Stored dataset items:

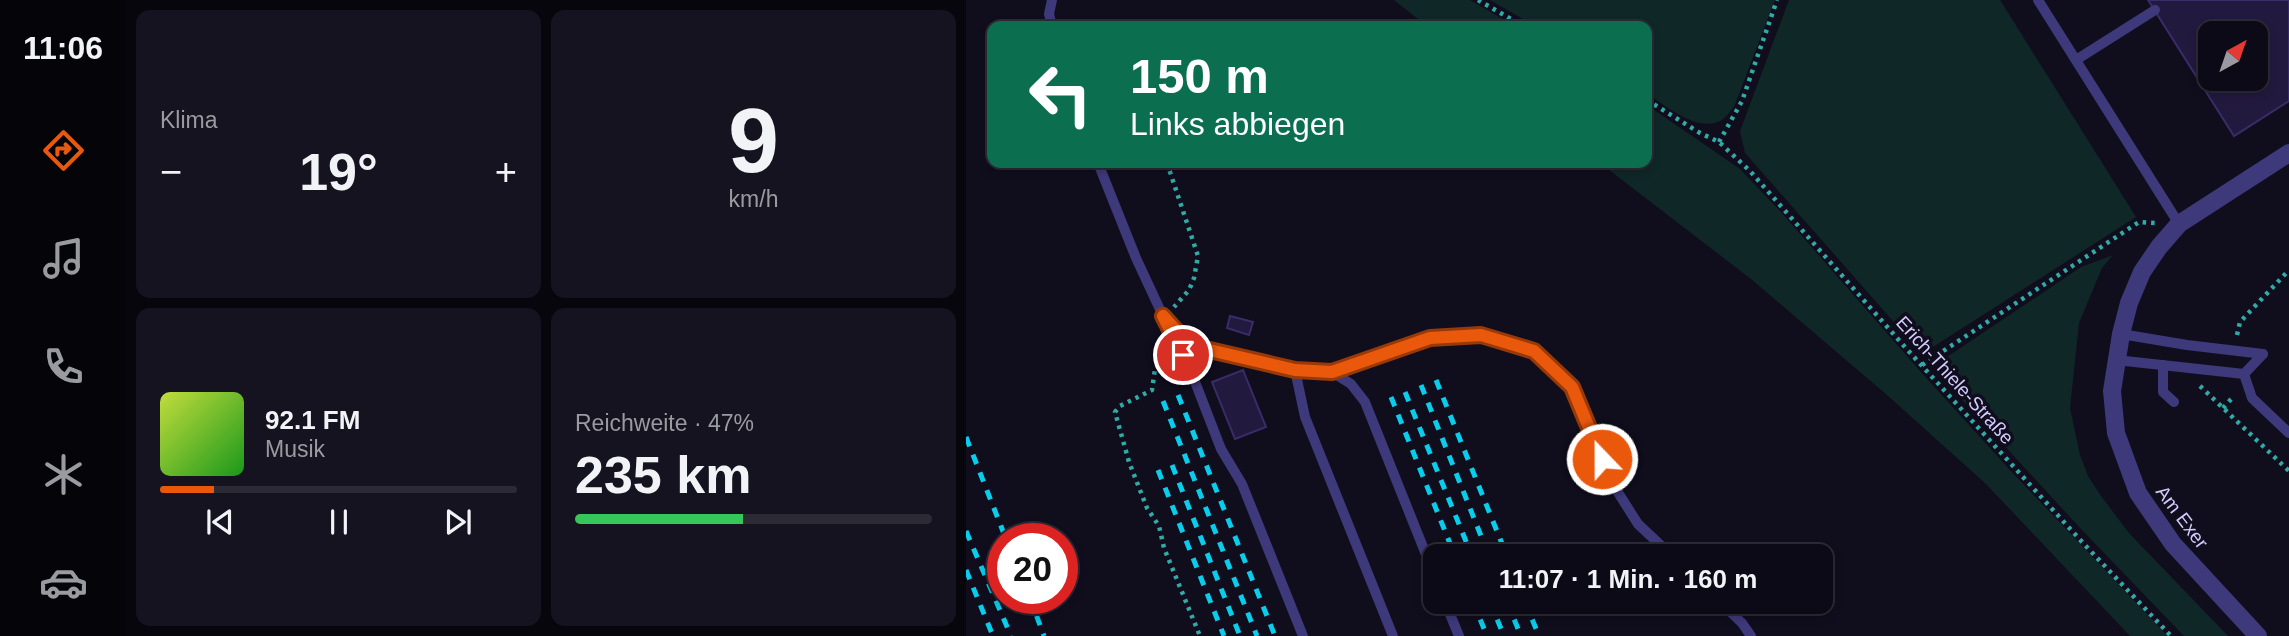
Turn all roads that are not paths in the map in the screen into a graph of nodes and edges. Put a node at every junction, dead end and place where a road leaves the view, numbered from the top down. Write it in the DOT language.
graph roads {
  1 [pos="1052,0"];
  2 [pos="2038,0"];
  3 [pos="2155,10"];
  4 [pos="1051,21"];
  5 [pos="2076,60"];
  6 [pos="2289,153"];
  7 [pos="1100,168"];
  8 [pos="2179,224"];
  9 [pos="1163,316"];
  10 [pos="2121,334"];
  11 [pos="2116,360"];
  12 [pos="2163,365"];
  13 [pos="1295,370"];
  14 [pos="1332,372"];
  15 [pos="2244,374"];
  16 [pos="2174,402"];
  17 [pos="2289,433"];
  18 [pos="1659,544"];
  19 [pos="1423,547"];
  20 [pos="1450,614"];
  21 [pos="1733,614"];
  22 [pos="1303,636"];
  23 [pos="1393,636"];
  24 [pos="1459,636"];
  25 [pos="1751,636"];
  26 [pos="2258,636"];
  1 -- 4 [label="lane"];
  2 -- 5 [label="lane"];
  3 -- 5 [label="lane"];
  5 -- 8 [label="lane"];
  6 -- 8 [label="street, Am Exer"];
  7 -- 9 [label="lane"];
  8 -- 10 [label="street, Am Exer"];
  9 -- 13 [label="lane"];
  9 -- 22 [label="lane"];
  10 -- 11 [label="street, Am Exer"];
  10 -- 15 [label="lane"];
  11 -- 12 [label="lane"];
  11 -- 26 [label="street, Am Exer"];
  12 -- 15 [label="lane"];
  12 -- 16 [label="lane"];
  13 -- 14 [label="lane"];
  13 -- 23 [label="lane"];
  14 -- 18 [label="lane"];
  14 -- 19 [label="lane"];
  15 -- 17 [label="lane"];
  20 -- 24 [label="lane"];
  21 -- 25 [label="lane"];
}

> [EXERCISE BRIEF]
Find and count the lines of the data that include the string "roads", and report that figure by itself.

> [OUTPUT FOR THIS TASK]
2